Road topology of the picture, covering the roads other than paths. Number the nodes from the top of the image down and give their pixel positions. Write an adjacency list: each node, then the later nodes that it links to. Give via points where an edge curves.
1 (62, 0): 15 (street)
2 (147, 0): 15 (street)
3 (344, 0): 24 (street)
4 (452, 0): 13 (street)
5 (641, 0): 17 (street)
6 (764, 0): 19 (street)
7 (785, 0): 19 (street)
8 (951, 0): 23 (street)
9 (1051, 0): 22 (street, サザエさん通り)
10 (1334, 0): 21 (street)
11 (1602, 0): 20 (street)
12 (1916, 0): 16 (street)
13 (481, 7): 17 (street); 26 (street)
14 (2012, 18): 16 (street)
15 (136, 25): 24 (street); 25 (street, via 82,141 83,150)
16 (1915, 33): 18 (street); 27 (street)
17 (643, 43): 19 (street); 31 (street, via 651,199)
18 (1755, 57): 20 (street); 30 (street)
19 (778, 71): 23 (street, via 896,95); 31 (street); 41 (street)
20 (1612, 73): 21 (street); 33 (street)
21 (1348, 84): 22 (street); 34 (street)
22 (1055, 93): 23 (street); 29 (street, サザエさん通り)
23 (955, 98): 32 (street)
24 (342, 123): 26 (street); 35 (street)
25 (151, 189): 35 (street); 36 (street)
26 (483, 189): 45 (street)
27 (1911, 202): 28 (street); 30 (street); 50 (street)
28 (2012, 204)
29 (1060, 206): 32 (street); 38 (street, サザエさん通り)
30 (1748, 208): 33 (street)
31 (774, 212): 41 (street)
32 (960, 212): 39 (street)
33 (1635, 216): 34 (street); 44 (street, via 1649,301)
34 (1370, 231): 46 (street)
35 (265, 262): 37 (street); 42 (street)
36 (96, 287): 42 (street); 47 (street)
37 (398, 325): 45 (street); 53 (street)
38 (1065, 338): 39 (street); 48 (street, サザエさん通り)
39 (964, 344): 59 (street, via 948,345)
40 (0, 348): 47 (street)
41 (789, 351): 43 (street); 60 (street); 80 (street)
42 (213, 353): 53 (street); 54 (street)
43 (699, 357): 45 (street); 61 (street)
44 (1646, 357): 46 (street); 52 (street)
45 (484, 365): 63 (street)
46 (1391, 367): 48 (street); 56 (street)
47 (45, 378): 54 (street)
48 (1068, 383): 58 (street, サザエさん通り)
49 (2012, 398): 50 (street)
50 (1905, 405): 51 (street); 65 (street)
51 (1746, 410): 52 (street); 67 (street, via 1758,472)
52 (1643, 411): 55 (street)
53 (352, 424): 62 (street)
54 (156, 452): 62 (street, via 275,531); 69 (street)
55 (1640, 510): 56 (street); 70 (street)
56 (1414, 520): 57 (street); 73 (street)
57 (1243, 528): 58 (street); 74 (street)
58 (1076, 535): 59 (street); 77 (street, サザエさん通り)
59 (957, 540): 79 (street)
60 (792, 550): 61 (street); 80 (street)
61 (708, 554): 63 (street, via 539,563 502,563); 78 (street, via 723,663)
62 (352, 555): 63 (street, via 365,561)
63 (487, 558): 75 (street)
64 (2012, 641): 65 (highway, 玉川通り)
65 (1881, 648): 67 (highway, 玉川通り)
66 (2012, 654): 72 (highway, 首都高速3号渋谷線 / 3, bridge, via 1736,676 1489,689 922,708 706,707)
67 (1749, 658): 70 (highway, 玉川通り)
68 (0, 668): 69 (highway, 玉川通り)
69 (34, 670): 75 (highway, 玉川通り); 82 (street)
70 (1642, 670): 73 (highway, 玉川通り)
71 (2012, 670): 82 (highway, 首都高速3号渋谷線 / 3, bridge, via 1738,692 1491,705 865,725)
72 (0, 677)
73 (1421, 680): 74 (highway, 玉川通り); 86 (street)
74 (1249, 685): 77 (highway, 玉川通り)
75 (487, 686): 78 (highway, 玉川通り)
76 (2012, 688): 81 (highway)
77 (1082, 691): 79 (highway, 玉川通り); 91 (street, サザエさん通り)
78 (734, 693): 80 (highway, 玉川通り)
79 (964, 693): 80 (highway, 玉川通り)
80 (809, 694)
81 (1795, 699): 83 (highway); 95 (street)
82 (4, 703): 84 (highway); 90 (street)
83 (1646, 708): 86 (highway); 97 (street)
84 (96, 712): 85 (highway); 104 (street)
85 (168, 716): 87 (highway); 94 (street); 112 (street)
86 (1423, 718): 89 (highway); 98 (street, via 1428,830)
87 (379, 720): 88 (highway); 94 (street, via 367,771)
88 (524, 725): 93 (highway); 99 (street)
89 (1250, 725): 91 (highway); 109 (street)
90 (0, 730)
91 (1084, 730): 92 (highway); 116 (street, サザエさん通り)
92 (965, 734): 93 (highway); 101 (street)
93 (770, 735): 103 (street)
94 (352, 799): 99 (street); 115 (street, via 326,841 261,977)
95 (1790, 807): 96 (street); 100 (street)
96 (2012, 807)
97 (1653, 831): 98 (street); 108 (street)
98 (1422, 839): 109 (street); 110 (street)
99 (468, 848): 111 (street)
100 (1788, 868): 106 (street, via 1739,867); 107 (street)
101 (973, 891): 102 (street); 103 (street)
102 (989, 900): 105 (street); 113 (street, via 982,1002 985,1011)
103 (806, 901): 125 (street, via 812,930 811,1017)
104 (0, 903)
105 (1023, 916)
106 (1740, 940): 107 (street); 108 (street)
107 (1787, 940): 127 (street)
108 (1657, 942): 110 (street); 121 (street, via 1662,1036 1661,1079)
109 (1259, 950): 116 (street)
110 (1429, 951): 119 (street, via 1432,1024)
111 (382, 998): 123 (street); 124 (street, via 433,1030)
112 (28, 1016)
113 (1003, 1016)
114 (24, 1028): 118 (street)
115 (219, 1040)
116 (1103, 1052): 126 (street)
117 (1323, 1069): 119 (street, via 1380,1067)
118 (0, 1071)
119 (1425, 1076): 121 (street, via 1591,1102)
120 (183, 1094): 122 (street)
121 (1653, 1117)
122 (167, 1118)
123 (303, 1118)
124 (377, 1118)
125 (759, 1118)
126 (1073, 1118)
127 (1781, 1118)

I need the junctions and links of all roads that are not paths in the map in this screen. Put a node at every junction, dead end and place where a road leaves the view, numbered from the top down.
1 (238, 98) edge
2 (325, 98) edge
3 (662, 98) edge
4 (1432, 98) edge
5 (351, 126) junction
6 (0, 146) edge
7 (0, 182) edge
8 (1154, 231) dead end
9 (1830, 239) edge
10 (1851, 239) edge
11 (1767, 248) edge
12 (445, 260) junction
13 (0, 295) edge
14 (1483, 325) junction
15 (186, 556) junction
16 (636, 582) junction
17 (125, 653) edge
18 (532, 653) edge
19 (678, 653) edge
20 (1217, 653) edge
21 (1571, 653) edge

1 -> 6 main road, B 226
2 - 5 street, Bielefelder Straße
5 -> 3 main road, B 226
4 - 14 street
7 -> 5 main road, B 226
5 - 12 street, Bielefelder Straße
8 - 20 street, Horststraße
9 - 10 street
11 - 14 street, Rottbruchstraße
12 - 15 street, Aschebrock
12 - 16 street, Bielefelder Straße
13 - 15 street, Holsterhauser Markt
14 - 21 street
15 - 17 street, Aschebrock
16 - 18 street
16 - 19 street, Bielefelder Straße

================

- [Work item]:
Only the lines from the one with "I need the junctions" through the final line above should be repeated, each exactly as written.

- [Response area]:
I need the junctions and links of all roads that are not paths in the map in this screen. Put a node at every junction, dead end and place where a road leaves the view, numbered from the top down.
1 (238, 98) edge
2 (325, 98) edge
3 (662, 98) edge
4 (1432, 98) edge
5 (351, 126) junction
6 (0, 146) edge
7 (0, 182) edge
8 (1154, 231) dead end
9 (1830, 239) edge
10 (1851, 239) edge
11 (1767, 248) edge
12 (445, 260) junction
13 (0, 295) edge
14 (1483, 325) junction
15 (186, 556) junction
16 (636, 582) junction
17 (125, 653) edge
18 (532, 653) edge
19 (678, 653) edge
20 (1217, 653) edge
21 (1571, 653) edge

1 -> 6 main road, B 226
2 - 5 street, Bielefelder Straße
5 -> 3 main road, B 226
4 - 14 street
7 -> 5 main road, B 226
5 - 12 street, Bielefelder Straße
8 - 20 street, Horststraße
9 - 10 street
11 - 14 street, Rottbruchstraße
12 - 15 street, Aschebrock
12 - 16 street, Bielefelder Straße
13 - 15 street, Holsterhauser Markt
14 - 21 street
15 - 17 street, Aschebrock
16 - 18 street
16 - 19 street, Bielefelder Straße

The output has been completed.